What about the Scottish Government’s recently announced £100 million attainment fund, which, from memory, is being targeted at seven local authorities? Is that the sort of thing that should be done, or do we need to do more than that?

Eileen Prior

I hope that some of that money will find its way into programmes with a specific focus on parental engagement with schools.

But my point is that the fund does not apply to every school in every authority. It is specific to those areas where there is least advantage, if you want to put it that way.

Iain Ellis

What will that money be used for? Any bit of money for helping education is superb, but does the Government know what that £100 million—or what is at the moment £20 million to be shared among seven local authorities—will be used for? Should we not first and foremost have done a wee bit of work to find out what that money will be used for? We can all share examples of good practice or pilot projects that have made a huge difference but which are not sustainable across the country. If the resources are put in, we can do this, but my question back to Liam McArthur is: what gap are we closing, and what are we measuring to close it? As I have already asked, what are we going to measure with regard to attainment? Indeed, what is attainment? We need to find out what gap we are trying to close. Are we trying to close the qualifications gap? I do not know—and I am a parent and the chair of a national parents body. We do not know what gap we are trying to close; all we hear is, “We want to close the attainment gap”, but what are we talking about when we talk about “attainment”? We need to clarify what we mean by attainment, and then work out how we close the gap.

Liam McArthur

There is a general acceptance that a wider perspective on achievement is certainly desirable, but it has also been recognised that there is a gap that is being borne out in life outcomes with regard to positive destinations post school, whether that be further training at college, job experience or whatever. That is the gap that we are trying to address, instead of getting everyone to aspire to five highers, which I do not think anyone is arguing for.

Iain Ellis

I want to come back on the point about positive achievement—

Please be quick.

Iain Ellis

I will be, convener. The issue is how we record things. For example, a child who attends college for half a day a week is recorded as having achieved a positive destination. However, I do not consider that to be a positive destination, and we need to look at what we are actually recording.

Liam McArthur

I do not dispute that.

The attainment fund, which the convener mentioned, is being targeted at seven different areas, but there are pockets of poverty and attainment gaps in the other 25 local authority areas. Are we in danger of saying, “This, by our measure of multiple deprivation, looks like a sensible policy”, when, in fact, we are not going to be able to make the headway that we need to make with individual children? After all, I think that Universities Scotland has pointed out that 70 per cent of those who live in the poorest households do not fall within the Scottish index of multiple deprivation 20 measure. Is it fair to say that we have spent quite a bit of money on not targeting this in an appropriate way?

Eileen Prior

I am concerned that that is true.

The Convener

On behalf of the committee, I thank the witnesses for their attendance. We have spent just over an hour and a half on the matter, so we have had a reasonable crack at it, and I very much appreciate your coming along and giving your time this morning. Obviously we are in the middle of this inquiry on the attainment gap—whatever the attainment gap might be, Mr Ellis—and we are endeavouring to look at the issue and come up with some suggestions on how to resolve it.

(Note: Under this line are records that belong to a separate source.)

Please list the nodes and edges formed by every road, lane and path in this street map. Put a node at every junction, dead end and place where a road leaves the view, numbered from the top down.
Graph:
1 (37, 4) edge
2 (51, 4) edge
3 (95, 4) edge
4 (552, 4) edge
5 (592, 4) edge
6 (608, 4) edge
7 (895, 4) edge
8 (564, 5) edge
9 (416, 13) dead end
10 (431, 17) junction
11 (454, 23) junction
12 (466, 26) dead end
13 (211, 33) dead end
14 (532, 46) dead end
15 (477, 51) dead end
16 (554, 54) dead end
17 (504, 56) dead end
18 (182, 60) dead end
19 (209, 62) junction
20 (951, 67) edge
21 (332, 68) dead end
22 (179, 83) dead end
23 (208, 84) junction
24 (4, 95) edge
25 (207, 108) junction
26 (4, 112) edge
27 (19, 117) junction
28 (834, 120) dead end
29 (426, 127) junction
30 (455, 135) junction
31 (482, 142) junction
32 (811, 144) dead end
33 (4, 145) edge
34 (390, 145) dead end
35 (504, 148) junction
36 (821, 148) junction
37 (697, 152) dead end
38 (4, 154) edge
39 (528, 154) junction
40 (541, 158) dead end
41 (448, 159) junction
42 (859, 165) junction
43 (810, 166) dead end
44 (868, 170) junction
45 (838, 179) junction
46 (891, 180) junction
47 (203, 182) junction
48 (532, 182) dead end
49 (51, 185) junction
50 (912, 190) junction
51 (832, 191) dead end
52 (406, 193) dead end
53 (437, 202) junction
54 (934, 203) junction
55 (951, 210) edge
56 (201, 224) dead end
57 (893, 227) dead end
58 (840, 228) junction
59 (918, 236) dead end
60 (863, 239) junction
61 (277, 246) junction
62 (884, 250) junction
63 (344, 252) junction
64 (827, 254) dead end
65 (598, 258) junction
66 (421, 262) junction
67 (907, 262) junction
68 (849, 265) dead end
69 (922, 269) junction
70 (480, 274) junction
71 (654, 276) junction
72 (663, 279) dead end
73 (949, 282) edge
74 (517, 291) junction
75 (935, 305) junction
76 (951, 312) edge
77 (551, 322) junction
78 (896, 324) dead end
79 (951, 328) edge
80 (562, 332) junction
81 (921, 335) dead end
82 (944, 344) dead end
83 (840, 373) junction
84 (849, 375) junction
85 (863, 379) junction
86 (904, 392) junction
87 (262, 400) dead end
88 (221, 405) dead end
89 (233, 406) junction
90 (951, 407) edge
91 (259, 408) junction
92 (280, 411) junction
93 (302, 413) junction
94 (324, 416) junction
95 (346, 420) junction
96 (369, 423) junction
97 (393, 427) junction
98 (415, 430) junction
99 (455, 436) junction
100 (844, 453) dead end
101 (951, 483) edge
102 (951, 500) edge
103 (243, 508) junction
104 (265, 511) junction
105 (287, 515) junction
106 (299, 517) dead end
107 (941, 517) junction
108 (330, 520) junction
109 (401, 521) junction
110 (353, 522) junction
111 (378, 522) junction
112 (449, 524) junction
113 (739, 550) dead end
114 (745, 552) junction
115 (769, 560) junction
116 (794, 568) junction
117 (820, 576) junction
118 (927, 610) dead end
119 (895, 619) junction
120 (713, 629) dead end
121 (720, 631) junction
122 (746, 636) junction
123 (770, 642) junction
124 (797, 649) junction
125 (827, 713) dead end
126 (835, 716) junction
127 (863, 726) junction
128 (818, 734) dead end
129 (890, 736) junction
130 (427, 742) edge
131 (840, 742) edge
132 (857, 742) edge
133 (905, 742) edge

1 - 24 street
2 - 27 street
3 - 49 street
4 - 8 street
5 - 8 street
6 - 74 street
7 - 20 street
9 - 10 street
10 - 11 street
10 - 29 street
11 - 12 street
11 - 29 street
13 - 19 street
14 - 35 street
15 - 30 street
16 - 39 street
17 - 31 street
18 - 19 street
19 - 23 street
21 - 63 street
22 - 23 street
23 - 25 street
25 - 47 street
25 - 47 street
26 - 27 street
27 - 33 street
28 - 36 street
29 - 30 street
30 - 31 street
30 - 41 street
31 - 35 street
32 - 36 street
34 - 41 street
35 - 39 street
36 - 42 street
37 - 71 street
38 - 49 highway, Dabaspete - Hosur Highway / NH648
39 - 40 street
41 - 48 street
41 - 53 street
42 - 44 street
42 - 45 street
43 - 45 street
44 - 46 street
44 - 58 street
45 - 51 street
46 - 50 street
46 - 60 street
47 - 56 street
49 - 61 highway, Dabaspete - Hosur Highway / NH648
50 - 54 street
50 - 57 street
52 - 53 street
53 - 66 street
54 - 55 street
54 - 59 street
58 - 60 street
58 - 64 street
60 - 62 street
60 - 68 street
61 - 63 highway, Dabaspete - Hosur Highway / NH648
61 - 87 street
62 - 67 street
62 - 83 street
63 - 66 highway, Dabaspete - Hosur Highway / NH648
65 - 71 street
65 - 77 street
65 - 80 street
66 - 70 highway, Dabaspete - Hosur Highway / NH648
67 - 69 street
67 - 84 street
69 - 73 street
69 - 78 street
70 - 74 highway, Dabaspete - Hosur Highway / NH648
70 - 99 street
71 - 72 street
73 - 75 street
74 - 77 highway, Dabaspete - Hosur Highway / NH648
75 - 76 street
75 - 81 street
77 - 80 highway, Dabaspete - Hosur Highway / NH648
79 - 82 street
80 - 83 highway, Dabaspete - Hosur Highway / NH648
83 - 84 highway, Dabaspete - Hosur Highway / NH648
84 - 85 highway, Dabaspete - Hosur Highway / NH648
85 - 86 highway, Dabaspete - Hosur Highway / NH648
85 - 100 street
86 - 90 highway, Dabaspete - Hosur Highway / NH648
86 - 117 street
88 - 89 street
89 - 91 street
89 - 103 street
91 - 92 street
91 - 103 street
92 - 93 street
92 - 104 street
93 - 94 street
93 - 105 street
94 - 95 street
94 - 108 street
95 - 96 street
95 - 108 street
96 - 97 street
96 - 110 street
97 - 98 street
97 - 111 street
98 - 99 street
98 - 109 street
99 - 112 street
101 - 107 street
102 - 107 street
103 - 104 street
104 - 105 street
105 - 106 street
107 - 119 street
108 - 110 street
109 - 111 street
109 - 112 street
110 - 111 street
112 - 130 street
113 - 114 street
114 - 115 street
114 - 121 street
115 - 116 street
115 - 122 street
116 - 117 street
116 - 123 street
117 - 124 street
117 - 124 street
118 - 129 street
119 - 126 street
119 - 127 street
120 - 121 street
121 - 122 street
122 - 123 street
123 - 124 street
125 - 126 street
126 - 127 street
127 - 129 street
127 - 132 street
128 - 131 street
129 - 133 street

As the committee has agreed to hold the next items in private, I now close the meeting to the public. However, before I do so, I should for the sake of clarity point out that Mark Griffin, as member in charge of the British Sign Language (Scotland) Bill, will not take part in the discussion under item 5, which is consideration of the approach to our stage 1 report on the bill. However, he will take part in the other items that are to be taken in private.

11:35 Meeting continued in private until 12:26.